Tuesday, March 2, 2010

What's More Difficult Than Losing The Fat? Making The "Turn"

It was challenging to lose nearly 60 pounds last year but altogether worth it. I look better and feel better than I have in 25 years.

What, interestingly, I have found more challenging is what I call "making the turn."

This is the point at which you achieve what you believed to be your ideal weight and then decide you want to put on more muscle.

Sounds easy.

All you have to do is add calories or slow down on the cardio, right?

Not so fast . . .

After spending day after day, week after week, and month after month rewarding yourself mentally for getting on the scale and finding you've lost weight, it is difficult, very difficult, to just change -- to suddenly believe that gaining weight is a good thing.

Indeed, after I decided to put on 5 - 10 pounds of muscle three months ago, I couldn't do it. I simply would not let myself have enough calories to gain weight. And so, on the one hand I'd get on the scales and be "disappointed" on one level but breathe a sigh of relief on the other when I saw I had gained no weight.

It has taken that long for me to get comfortable with the idea that it is OK to gain some weight, and I have carefully crafted a way to do it so that I only add a minimum amount of fat as I put on more muscle.

It is called "lean bulk."

The process is simple and straightforward: I upped my calories above my BMR + exercise calories by about 250 calories per day. If I'm working out hard and tearing up the muscles, this will give them just enough to take those extra calories and work with them, turning much of those calories into muscle.

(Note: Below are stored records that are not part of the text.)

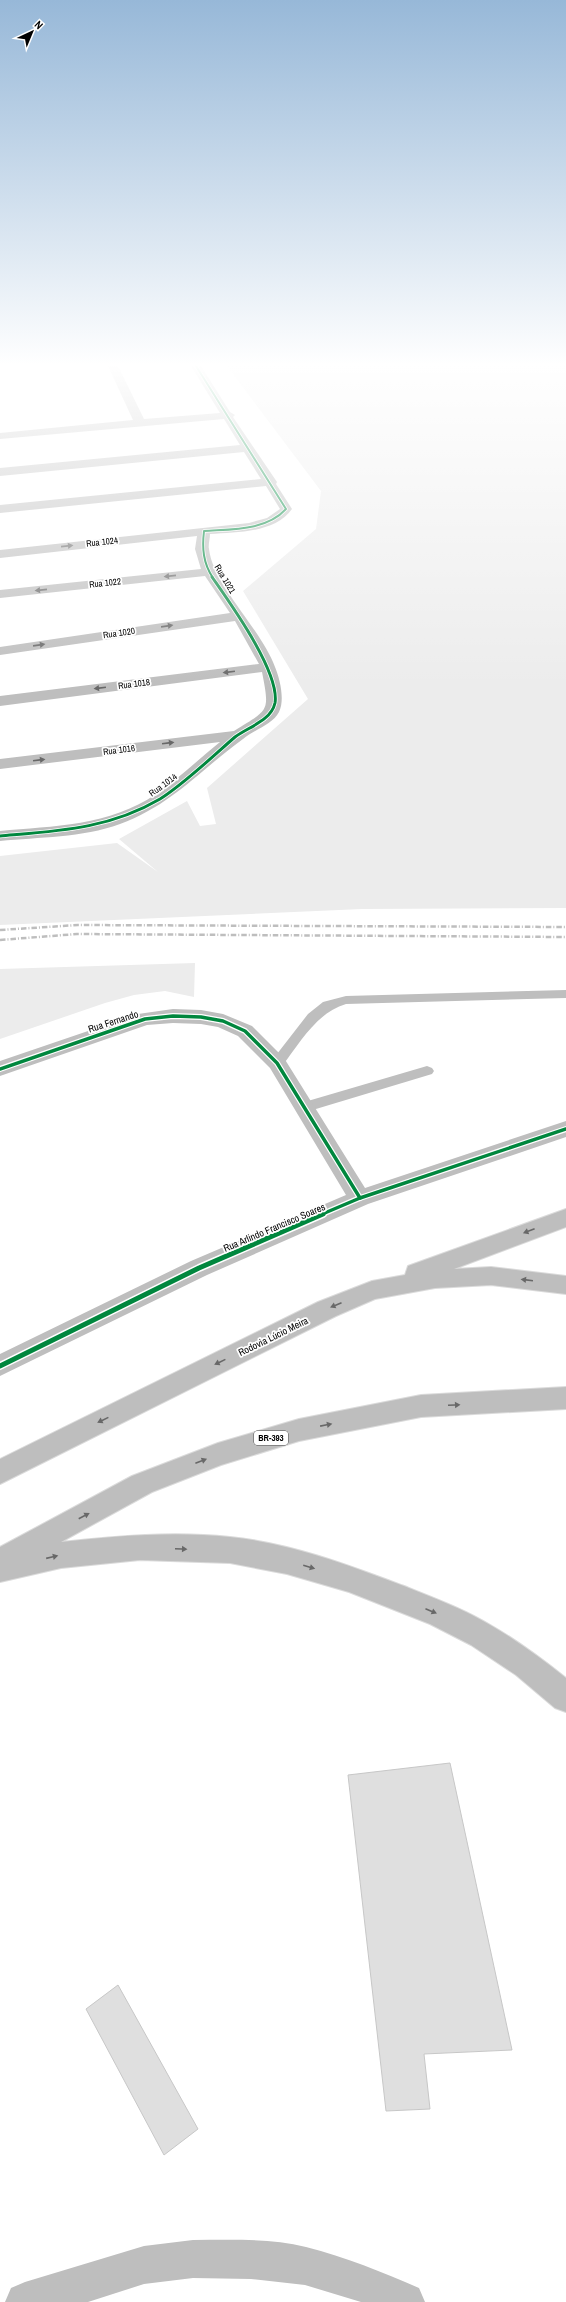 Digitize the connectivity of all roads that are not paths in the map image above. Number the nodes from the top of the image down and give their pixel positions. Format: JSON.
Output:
{"nodes":[{"id":1,"x":265,"y":473,"type":"edge"},
{"id":2,"x":271,"y":482,"type":"junction"},
{"id":3,"x":0,"y":509,"type":"edge"},
{"id":4,"x":204,"y":531,"type":"junction"},
{"id":5,"x":0,"y":554,"type":"edge"},
{"id":6,"x":209,"y":572,"type":"junction"},
{"id":7,"x":0,"y":594,"type":"edge"},
{"id":8,"x":239,"y":616,"type":"junction"},
{"id":9,"x":0,"y":651,"type":"edge"},
{"id":10,"x":268,"y":667,"type":"junction"},
{"id":11,"x":0,"y":701,"type":"edge"},
{"id":12,"x":238,"y":735,"type":"junction"},
{"id":13,"x":0,"y":764,"type":"edge"},
{"id":14,"x":0,"y":836,"type":"edge"},
{"id":15,"x":566,"y":994,"type":"edge"},
{"id":16,"x":277,"y":1063,"type":"junction"},
{"id":17,"x":0,"y":1069,"type":"edge"},
{"id":18,"x":427,"y":1071,"type":"dead end"},
{"id":19,"x":306,"y":1107,"type":"junction"},
{"id":20,"x":566,"y":1129,"type":"edge"},
{"id":21,"x":360,"y":1198,"type":"junction"},
{"id":22,"x":566,"y":1218,"type":"edge"},
{"id":23,"x":566,"y":1286,"type":"edge"},
{"id":24,"x":372,"y":1290,"type":"junction"},
{"id":25,"x":0,"y":1366,"type":"edge"},
{"id":26,"x":566,"y":1398,"type":"edge"},
{"id":27,"x":6,"y":1467,"type":"edge"},
{"id":28,"x":0,"y":1561,"type":"edge"},
{"id":29,"x":0,"y":1569,"type":"edge"},
{"id":30,"x":566,"y":1697,"type":"edge"},
{"id":31,"x":26,"y":2302,"type":"edge"},
{"id":32,"x":405,"y":2302,"type":"edge"}],
"edges":[{"from":1,"to":2,"type":"main road"},
{"from":2,"to":3,"type":"main road"},
{"from":2,"to":4,"type":"main road"},
{"from":5,"to":4,"type":"main road","name":"Rua 1024","one_way":true},
{"from":4,"to":6,"type":"main road","name":"Rua 1021"},
{"from":6,"to":7,"type":"main road","name":"Rua 1022","one_way":true},
{"from":6,"to":8,"type":"main road","name":"Rua 1021"},
{"from":9,"to":8,"type":"main road","name":"Rua 1020","one_way":true},
{"from":8,"to":10,"type":"main road","name":"Rua 1021"},
{"from":10,"to":11,"type":"main road","name":"Rua 1018","one_way":true},
{"from":10,"to":12,"type":"main road","name":"Rua 1014"},
{"from":13,"to":12,"type":"main road","name":"Rua 1016","one_way":true},
{"from":12,"to":14,"type":"main road","name":"Rua 1014"},
{"from":15,"to":16,"type":"lane"},
{"from":16,"to":17,"type":"main road","name":"Rua Fernando"},
{"from":16,"to":19,"type":"main road","name":"Rua Fernando"},
{"from":18,"to":19,"type":"lane"},
{"from":19,"to":21,"type":"main road","name":"Rua Fernando"},
{"from":20,"to":21,"type":"main road","name":"Rua Arlindo Francisco Soares"},
{"from":21,"to":25,"type":"main road","name":"Rua Arlindo Francisco Soares"},
{"from":22,"to":24,"type":"main road","one_way":true},
{"from":23,"to":24,"type":"main road","name":"Rodovia Lúcio Meira","one_way":true},
{"from":24,"to":27,"type":"main road","name":"Rodovia Lúcio Meira","one_way":true},
{"from":28,"to":26,"type":"main road","number":"BR-393","one_way":true},
{"from":29,"to":30,"type":"main road","one_way":true},
{"from":31,"to":32,"type":"main road"}]}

And that has happened. I look bigger, more muscular. But I also look smoother.

Which means not all of those calories are going to muscle.

Indeed, it is impossible to add muscle and not gain some fat, just as it is not possible to lose fat without losing some muscle when you are in a calorie deficient state.

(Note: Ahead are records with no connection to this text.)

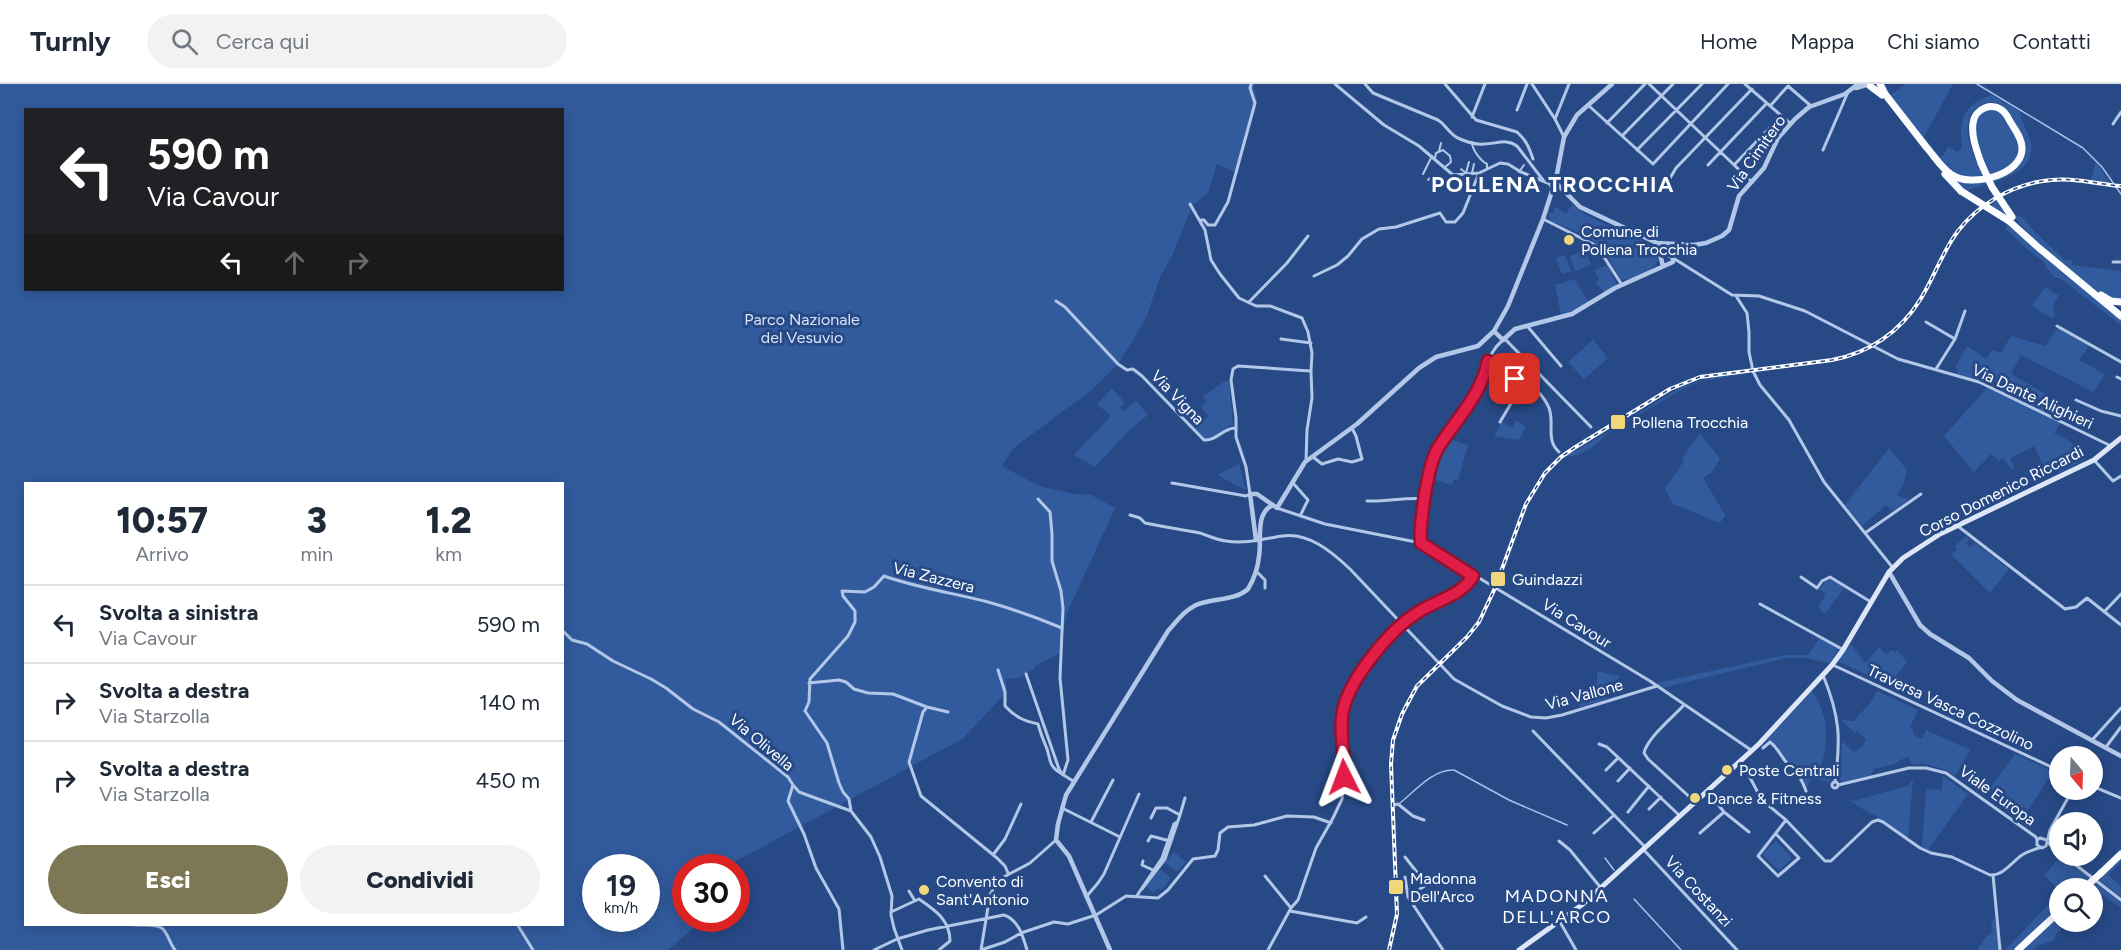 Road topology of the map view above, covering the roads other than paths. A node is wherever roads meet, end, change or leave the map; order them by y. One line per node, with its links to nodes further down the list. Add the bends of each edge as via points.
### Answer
1 (1335, 84): 44 (street, via 1384,125)
2 (1365, 84): 38 (street, via 1373,93 1445,124 1456,138)
3 (1445, 84): 29 (street)
4 (1485, 84): 29 (street)
5 (1527, 84): 17 (street)
6 (1532, 84): 20 (street)
7 (1569, 84): 30 (street)
8 (1612, 84): 23 (street)
9 (1647, 84): 21 (street); 31 (street)
10 (1673, 84): 21 (street)
11 (1702, 84): 26 (street)
12 (1728, 84): 32 (street)
13 (1745, 84): 18 (street)
14 (1858, 84): 19 (street, Via Cimitero)
15 (1251, 85): 67 (street, via 1255,103 1228,202 1215,225)
16 (1871, 85): 19 (street, Via Cimitero); 66 (highway, bridge, via 1884,96 1954,186); 66 (highway, bridge, via 1885,94 1938,162 1963,180 1978,181 1992,176 2010,169 2020,158 2020,137 2004,112 1990,106 1979,110 1972,131 1981,163 1992,187)
17 (1525, 89): 20 (street); 25 (street)
18 (1752, 89): 22 (street); 37 (street)
19 (1851, 90): 24 (street, Via Cimitero); 41 (street)
20 (1537, 92): 30 (street)
21 (1662, 95): 26 (street); 35 (street)
22 (1768, 104): 24 (street, via 1788,86); 28 (street); 43 (street)
23 (1588, 105): 31 (street); 36 (street)
24 (1812, 106): 33 (street, Via Cimitero)
25 (1518, 110)
26 (1677, 110): 32 (street); 40 (street)
27 (2121, 112): 34 (street)
28 (1781, 116): 33 (street); 50 (street)
29 (1472, 117): 45 (street, via 1516,132 1526,141)
30 (1555, 119): 36 (street)
31 (1607, 123): 35 (street)
32 (1692, 124): 37 (street); 40 (street, via 1653,164)
33 (1791, 124): 62 (street, Via Cimitero)
34 (2113, 124)
35 (1622, 136): 40 (street)
36 (1564, 137): 61 (street)
37 (1706, 138): 43 (street); 63 (street, via 1676,168)
38 (1472, 142): 53 (street); 61 (street, via 1513,143)
39 (1441, 143): 42 (street)
40 (1637, 150)
41 (1823, 150)
42 (1439, 151): 44 (street); 51 (street, via 1443,150 1452,160)
43 (1721, 152): 49 (street); 50 (street)
44 (1433, 158): 51 (street); 58 (street)
45 (1533, 159)
46 (1469, 162): 55 (street)
47 (1474, 164): 56 (street)
48 (1524, 165): 54 (street)
49 (1708, 165)
50 (1734, 165): 62 (street)
51 (1444, 168): 55 (street, via 1453,174)
52 (1461, 169): 55 (street)
53 (1487, 169): 54 (street, via 1500,163); 57 (street)
54 (1519, 172): 61 (street)
55 (1467, 173): 56 (street)
56 (1472, 173): 57 (street)
57 (1479, 173): 76 (street, via 1463,213 1455,222 1446,222 1440,213 1379,229 1337,265)
58 (1422, 174)
59 (1428, 180): 60 (street, via 1432,176)
60 (1447, 182)
61 (1551, 182): 65 (street); 69 (street, via 1580,207)
62 (1752, 182): 70 (street, Via Cimitero, via 1739,196 1725,234 1700,245)
63 (1666, 185)
64 (1190, 204): 67 (street)
65 (1543, 219): 78 (street, via 1597,246); 88 (street)
66 (2010, 219): 77 (highway); 84 (highway, via 2039,248)
67 (1201, 220): 81 (street, via 1216,268 1239,298)
68 (1308, 236): 81 (street)
69 (1659, 243): 70 (street, Via Cimitero); 71 (street); 75 (street)
70 (1672, 244): 71 (street)
71 (1665, 250): 72 (street)
72 (1673, 260): 75 (street); 79 (street, Via Dante Alighieri)
73 (2113, 262): 74 (street)
74 (2121, 262)
75 (1663, 266): 78 (street)
76 (1314, 276)
77 (2083, 282): 82 (highway, via 2105,298); 84 (highway)
78 (1622, 285): 86 (street, via 1572,314)
79 (1736, 296): 97 (street, Via Dante Alighieri, via 1759,296 1817,315 1832,327 1898,359); 124 (street, via 1747,313 1749,352 1760,385 1790,420 1820,476)
80 (1056, 301): 104 (street, Via Vigna, via 1118,364 1142,376 1203,439 1210,440)
81 (1249, 302): 92 (street, via 1300,316)
82 (2121, 302)
83 (1965, 310): 91 (street)
84 (2121, 314)
85 (1926, 322): 91 (street)
86 (1527, 325): 90 (street); 96 (street)
87 (2057, 326): 95 (street)
88 (1495, 330): 90 (street); 105 (street, via 1474,348 1427,362)
89 (1281, 339): 92 (street)
90 (1504, 339): 93 (street, via 1492,350); 103 (street)
91 (1955, 339): 97 (street)
92 (1311, 343): 98 (street)
93 (1488, 361): 99 (street); 118 (street, via 1468,405 1436,453)
94 (1508, 362): 99 (street)
95 (2121, 362)
96 (1561, 366)
97 (1936, 369): 107 (street, Via Dante Alighieri, via 1979,382)
98 (1311, 371): 104 (street, via 1238,366 1233,369); 111 (street)
99 (1522, 380): 102 (street); 108 (street, via 1541,396 1548,408 1550,438)
100 (2076, 400): 101 (street)
101 (2121, 416)
102 (1500, 422)
103 (1592, 427)
104 (1236, 428): 115 (street)
105 (1352, 428): 109 (street); 109 (street, via 1362,459 1322,464)
106 (2121, 438): 107 (main road, Corso Domenico Riccardi)
107 (2113, 446): 110 (main road, Corso Domenico Riccardi)
108 (1559, 452)
109 (1313, 457): 111 (street)
110 (2094, 460): 112 (street, via 2113,481); 123 (main road, Corso Domenico Riccardi)
111 (1306, 461): 114 (street)
112 (2121, 476)
113 (1172, 483): 115 (street)
114 (1293, 483): 120 (street); 122 (street, via 1308,500)
115 (1250, 494): 120 (street, via 1257,494); 125 (street)
116 (1921, 494): 124 (street)
117 (1038, 499): 138 (street, via 1051,519 1052,561 1062,598)
118 (1425, 499): 119 (street); 126 (street)
119 (1367, 501)
120 (1274, 507): 122 (street, Via Cavour); 125 (street, via 1267,508 1263,515)
121 (1130, 515): 125 (street, Via Vallone, via 1145,523 1227,541)
122 (1300, 516): 126 (street, Via Cavour)
123 (1957, 526): 127 (main road, Corso Domenico Riccardi, via 1929,540); 135 (street, via 2065,609 2076,607 2086,598)
124 (1865, 534): 127 (street)
125 (1258, 540): 128 (street); 136 (street, Via Vallone, via 1289,535 1311,540 1339,558)
126 (1421, 543): 129 (street, Via Cavour)
127 (1891, 570): 133 (main road); 153 (street, via 1920,625 1930,634 1969,658 2017,700)
128 (1256, 571): 131 (street, via 1265,580); 166 (street, via 1244,593 1200,603 1180,616)
129 (1473, 576): 136 (street, via 1463,589); 146 (street, Via Cavour)
130 (1801, 577): 133 (street, via 1817,588 1830,577)
131 (1265, 588)
132 (2121, 594): 135 (street)
133 (1871, 602): 140 (main road)
134 (1760, 604): 140 (street)
135 (2104, 612): 137 (street)
136 (1402, 623): 146 (street, Via Vallone, via 1454,679 1531,717 1546,718); 192 (street, via 1362,672 1348,698 1342,717 1343,795)
137 (2121, 625)
138 (1062, 628): 145 (street, Via Zazzera, via 1009,609 884,576 866,592 842,591 855,611 855,622); 164 (street, via 1060,678 1068,760)
139 (564, 632): 168 (street, Via Olivella, via 572,640 587,644 651,679 730,729)
140 (1843, 650): 141 (main road)
141 (1832, 665): 144 (main road); 161 (street, Traversa Vasca Cozzolino)
142 (998, 670): 164 (street, via 1005,706 1014,716 1038,724 1049,761)
143 (1026, 674): 164 (street)
144 (1823, 675): 157 (main road); 200 (street, Viale Europa, via 1839,727 1837,784 1909,768 1946,773)
145 (809, 683): 148 (street, via 846,681 854,689 893,694); 182 (street, via 805,711 827,743)
146 (1657, 686): 147 (street, Via Cavour)
147 (1684, 705): 157 (street, Via Cavour); 177 (street, via 1644,753)
148 (927, 707): 150 (street); 211 (street, via 909,759 921,796)
149 (2121, 708): 153 (street)
150 (948, 712)
151 (2121, 727): 155 (street)
152 (1533, 730): 187 (street, Via Costanzi)
153 (2093, 739): 155 (street)
154 (1599, 744): 159 (street)
155 (2106, 747): 158 (street)
156 (1763, 748): 171 (street, via 1770,742 1776,747 1786,764 1800,774)
157 (1752, 751): 160 (main road)
158 (2121, 756)
159 (1618, 758): 162 (street); 163 (street)
160 (1741, 761): 170 (main road); 190 (street, via 1762,800)
161 (2049, 766)
162 (1630, 768): 167 (street); 169 (street)
163 (1606, 770)
164 (1063, 775): 166 (street)
165 (1113, 780): 191 (street)
166 (1073, 781): 180 (street)
167 (1618, 781)
168 (793, 785): 182 (street, via 799,792); 246 (street, Via Olivella, via 788,801 838,909)
169 (1649, 786): 174 (street); 183 (street)
170 (1706, 791): 177 (main road); 184 (street)
171 (1806, 791)
172 (2103, 791): 176 (street)
173 (1139, 794): 199 (street)
174 (1661, 797): 181 (street); 186 (street)
175 (1185, 798): 185 (street)
176 (2121, 798)
177 (1694, 801): 186 (main road)
178 (1021, 804): 211 (street)
179 (1394, 806): 189 (street, via 1398,804)
180 (1062, 808): 191 (street); 201 (street)
181 (1649, 809)
182 (851, 811): 231 (street, via 875,844 892,896)
183 (1628, 812)
184 (1724, 812): 194 (street); 196 (street)
185 (1180, 814): 188 (street, via 1156,808); 203 (street)
186 (1679, 814): 207 (main road)
187 (1613, 816): 195 (street); 207 (street, Via Costanzi)
188 (1151, 818)
189 (1424, 820)
190 (1786, 820): 197 (street); 218 (street, via 1825,861 1831,861 1878,820 1920,848)
191 (1091, 822): 199 (street)
192 (1331, 823): 226 (street, via 1314,817 1287,816 1228,827 1220,833 1215,856 1193,859 1158,898); 230 (street)
193 (2049, 831): 200 (street)
194 (1749, 832)
195 (1594, 833)
196 (1700, 833)
197 (1776, 834): 197 (street, via 1758,856 1778,876 1799,858)
198 (2049, 834): 205 (street)
199 (1120, 837): 225 (street, via 1098,883)
200 (2038, 839): 205 (street); 206 (street); 209 (street, Viale Europa)
201 (1056, 840): 216 (street, via 1030,863); 225 (street, via 1067,852)
202 (1148, 841): 203 (street, via 1151,836)
203 (1170, 841): 215 (street)
204 (1559, 841): 223 (street)
205 (2047, 841): 206 (street)
206 (2042, 847): 208 (street); 209 (street)
207 (1644, 848): 223 (main road); 257 (street, Via Costanzi)
208 (2049, 849)
209 (2030, 851): 218 (street)
210 (2121, 854): 221 (highway, bridge)
211 (993, 855): 216 (street)
212 (1405, 857): 222 (street)
213 (1143, 861): 215 (street, via 1142,865)
214 (2077, 866): 228 (street)
215 (1155, 871): 226 (street)
216 (1008, 873): 234 (street, via 994,886)
217 (1441, 875): 222 (street)
218 (1993, 875): 258 (street)
219 (1265, 876): 230 (street)
220 (1405, 877): 227 (street)
221 (2095, 878)
222 (1427, 885): 227 (street)
223 (1601, 888): 235 (main road)
224 (909, 891): 229 (street)
225 (1086, 897): 232 (street)
226 (1136, 897): 232 (street, via 1126,896)
227 (1408, 897): 254 (street)
228 (2121, 900)
229 (915, 901): 231 (street); 241 (street, via 919,898 932,907)
230 (1290, 910): 233 (street, via 1357,923); 253 (street)
231 (891, 912): 243 (street)
232 (1095, 915): 242 (street); 252 (street)
233 (1366, 917)
234 (985, 918): 241 (street); 242 (street, via 1008,916); 250 (street)
235 (1560, 921): 255 (main road); 256 (street)
236 (2049, 921): 259 (highway)
237 (135, 926): 238 (street)
238 (159, 926)
239 (159, 926): 244 (street)
240 (518, 926): 245 (street)
241 (949, 927): 243 (street); 249 (street, via 950,941)
242 (1021, 933): 250 (street); 251 (street)
243 (897, 939): 247 (street); 248 (street)
244 (175, 950)
245 (533, 950)
246 (843, 950)
247 (874, 950)
248 (902, 950)
249 (939, 950)
250 (981, 950)
251 (1027, 950)
252 (1110, 950)
253 (1268, 950)
254 (1443, 950)
255 (1519, 950)
256 (1576, 950)
257 (1737, 950)
258 (2000, 950)
259 (2018, 950)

It is a matter of controlling it but mostly a matter of accepting it.

So, where am I in the process?

I tipped the scales at 170.0 pounds this morning. That is about 7 pounds above my all-time low of 163 during the period of time I was taking 1,000 calories a day out of my diet.

The good news? I still wear the same pants, no problem with the waist, and I am looking more like I want to look. That said, I would be less than honest not to say that I still experience a twinge of disappointment each morning when I get on those scales and find I've put on weight -- even though it is what I'm trying to do.

Strange.

The way I have been able to deal with it is to keep a watch in the mirror. I understood I would lose some of the cuts and vascularity that comes with being very lean, but I also promised myself that I would "lean bulk" until April 15 and then diet for 6 weeks to slowly, ever so slowly, take off whatever fat I added, trying to minimize muscle loss.

By June 1, I fully anticipate I'll enjoy the best of both worlds, -- 5 or more pounds of pure muscle with less than 10% body fat.